TIRANNIDE indistintamente appellare si debbe ogni qualunque governo, in cui chi è preposto alla esecuzion delle leggi, può farle, distruggerle, infrangerle, interpretarle, impedirle, sospenderle; od anche soltanto deluderle, con sicurezza d'impunità. E quindi, o questo infrangi-legge sia ereditario, o sia elettivo; usurpatore, o legittimo; buono, o tristo; uno, o molti; a ogni modo, chiunque ha una forza effettiva, che basti a ciò fare, è tiranno; ogni società, che lo ammette, è tirannide; ogni popolo, che lo sopporta, è schiavo.

Vittorio Alfieri
(1790)


venerdì 19 ottobre 2018

Da leggere: Marino Magliani, Prima che te lo dicano altri



Dall'estremo Ponente ligure all'Argentina dei desaparecidos si snoda una storia terribile di amicizia e di morte che Marino Magliani ci racconta con una scrittura asciutta che va diretta al cuore. Da leggere.

Guido Festinese

L’uomo senza qualità nell’Argentina del rimosso

Ci sono scrittori di parole distillate come centri nevralgici attorno ai quali far ruotare uno spicchio di mondo e scrittori di trama, costruttori di congegni cogenti e privi di spigoli, che prendono per mano il lettore dall’incipit all’ultima frase. Difficile che esistano, nel mondo delle lettere, scrittori che abbiano alternativamente incarnato l’una o l’altra figura, e che, a un certo punto nella vita, riescano a mettere in una sorta di confronto dialettico la singola parola essenza, e la vertigine della trama che incatena alla pagina. Marino Magliani, singolare personaggio in bilico tra due mondi che non comunicano, l’Olanda delle dune affacciate sul Mare del Nord e l’entroterra ligure dell’estremo ponente calato nel buio umido dei paesi inchiavardati nel fondovalle ha riavvicinato le due sponde della scrittura.

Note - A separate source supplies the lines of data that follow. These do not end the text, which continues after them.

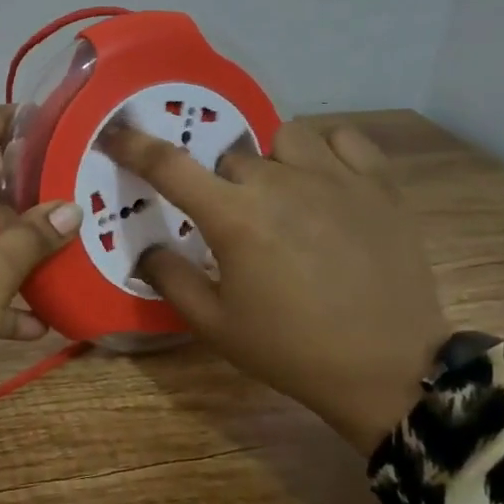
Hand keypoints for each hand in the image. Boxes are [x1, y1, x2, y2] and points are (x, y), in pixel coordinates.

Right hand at [101, 117, 448, 454]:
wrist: (389, 370)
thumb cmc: (291, 350)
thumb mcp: (215, 325)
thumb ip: (171, 280)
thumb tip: (148, 248)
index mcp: (234, 218)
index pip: (169, 165)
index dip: (134, 145)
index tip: (114, 133)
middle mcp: (280, 183)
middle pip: (231, 158)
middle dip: (223, 185)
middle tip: (236, 224)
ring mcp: (335, 178)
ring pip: (284, 139)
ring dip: (272, 162)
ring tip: (284, 196)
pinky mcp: (380, 184)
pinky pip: (343, 138)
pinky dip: (326, 150)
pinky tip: (326, 181)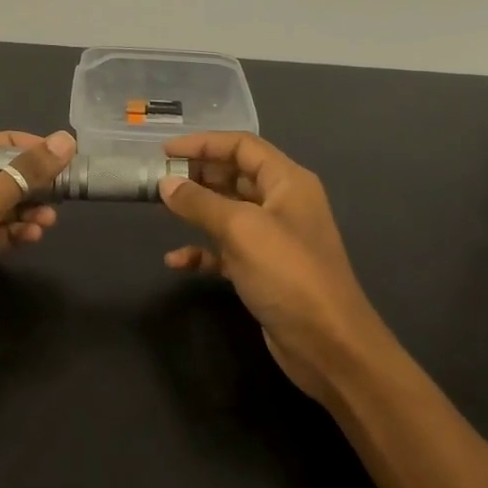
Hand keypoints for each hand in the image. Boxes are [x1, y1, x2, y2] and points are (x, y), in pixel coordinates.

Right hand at [159, 133, 386, 400]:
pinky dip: (203, 251)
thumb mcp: (241, 230)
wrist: (328, 344)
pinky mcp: (264, 270)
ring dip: (197, 210)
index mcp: (287, 182)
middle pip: (235, 175)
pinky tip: (177, 261)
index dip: (204, 143)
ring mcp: (274, 238)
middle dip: (198, 175)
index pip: (242, 146)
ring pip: (229, 212)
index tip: (165, 151)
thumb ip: (200, 203)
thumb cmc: (288, 274)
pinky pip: (227, 250)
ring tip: (162, 210)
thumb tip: (166, 183)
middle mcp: (283, 203)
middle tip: (159, 178)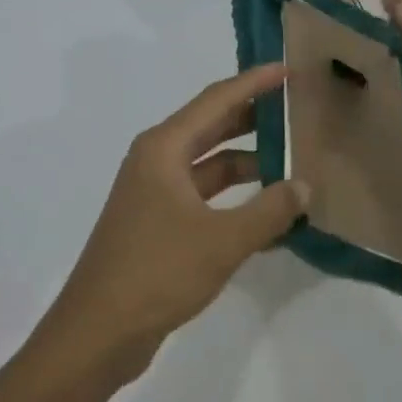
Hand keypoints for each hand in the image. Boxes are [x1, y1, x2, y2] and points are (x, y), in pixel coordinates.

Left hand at [36, 63, 308, 386]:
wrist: (98, 333)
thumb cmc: (157, 272)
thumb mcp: (223, 240)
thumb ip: (269, 210)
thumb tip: (304, 186)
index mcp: (163, 148)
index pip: (216, 100)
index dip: (254, 82)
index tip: (288, 69)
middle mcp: (156, 161)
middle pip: (212, 126)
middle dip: (254, 118)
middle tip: (297, 110)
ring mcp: (155, 194)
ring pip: (210, 166)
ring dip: (249, 165)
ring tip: (295, 165)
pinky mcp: (158, 224)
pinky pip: (205, 198)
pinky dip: (235, 200)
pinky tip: (270, 215)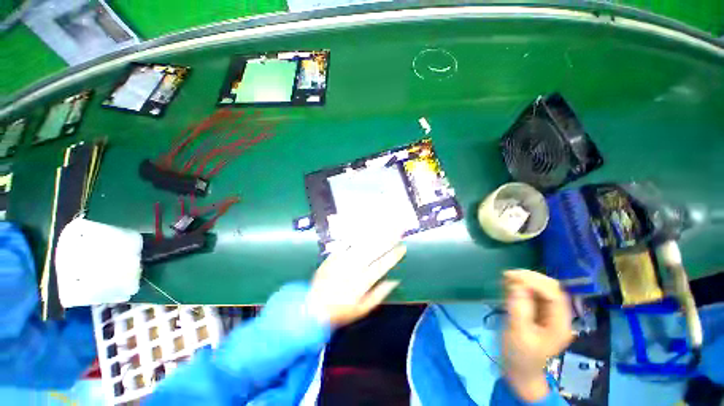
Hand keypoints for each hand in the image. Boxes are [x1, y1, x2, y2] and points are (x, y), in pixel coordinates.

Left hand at [307, 237, 405, 327]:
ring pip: (362, 244)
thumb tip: (394, 281)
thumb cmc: (340, 311)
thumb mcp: (362, 310)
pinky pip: (347, 243)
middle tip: (398, 229)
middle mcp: (355, 268)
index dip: (393, 256)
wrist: (313, 307)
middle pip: (374, 250)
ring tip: (385, 225)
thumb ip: (379, 295)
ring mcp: (343, 260)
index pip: (382, 265)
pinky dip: (357, 236)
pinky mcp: (334, 256)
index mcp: (363, 281)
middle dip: (387, 239)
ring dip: (375, 234)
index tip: (403, 248)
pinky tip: (364, 228)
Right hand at [503, 270, 572, 401]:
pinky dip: (520, 286)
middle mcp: (557, 315)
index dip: (535, 282)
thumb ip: (519, 309)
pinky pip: (531, 293)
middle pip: (550, 288)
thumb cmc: (519, 355)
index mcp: (559, 324)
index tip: (512, 276)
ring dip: (524, 280)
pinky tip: (508, 285)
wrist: (518, 370)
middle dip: (530, 278)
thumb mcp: (518, 333)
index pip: (554, 294)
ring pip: (540, 288)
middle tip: (507, 275)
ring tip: (505, 279)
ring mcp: (548, 313)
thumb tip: (517, 284)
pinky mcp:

Lo ha fatto con il nuovo libro, Prima che te lo dicano altri (Chiarelettere, pp. 336, euro 17.50). È un libro duro, a cominciare dal fatto che si misura con uno snodo rimosso e atroce del Novecento: la dittatura dei militari argentini.


La storia che travolge e stravolge le esistenze, quando se ne riprende il filo per ricomporre il mosaico del dolore familiare, non è necessariamente in mano a eroi belli e puri della memoria. Non tutti sono il giudice Garzón, che scoperchiò senza paura il verminaio delle torture e delle complicità occulte del generale Videla. Ci può essere anche un protagonista che è davvero «uomo senza qualità», con il peso aggravante del figurare come persona sgradevole, un omino che filtra la grettezza e il rancore di una provincia incupita nel poco pensiero su se stesso, nell’approccio strappato e misogino con le donne.

Qust'uomo è, nel racconto, Leo Vialetti. Cresciuto senza padre, goffo e impacciato, divenuto cacciatore e bracconiere spietato, il tutto in una credibile proiezione distopica del Ponente ligure che diventerà, di qui a tra pochi anni, una colata di cemento che soffoca le colline. Neppure questo importa a Leo. Gli importa, invece, ritrovare le tracce di quell’uomo argentino brillante che aveva tentato di insegnargli a vivere, da bambino, in una villa cadente, con la scusa di dargli ripetizioni.

NEL ’74 l’uomo, Raul Porti, fa ritorno in Argentina. E non tornerà più. Forse triturato nei denti affilati del congegno di morte dei militari golpisti con la complicità, delle gerarchie ecclesiastiche, di tanti uomini grigi come in realtà è grigio anche il ligure. Che andrà a cercare il presunto torturatore in Argentina, tanti anni dopo, mettendo in atto una gelida, indifferente, spaventosa vendetta da bracconiere in cui neppure il bersaglio invecchiato è quello giusto. Nessuno si salva, in questa epica cruda come i monti attorno a Dolcedo, resa con una lingua che restituisce e congela ogni fremito.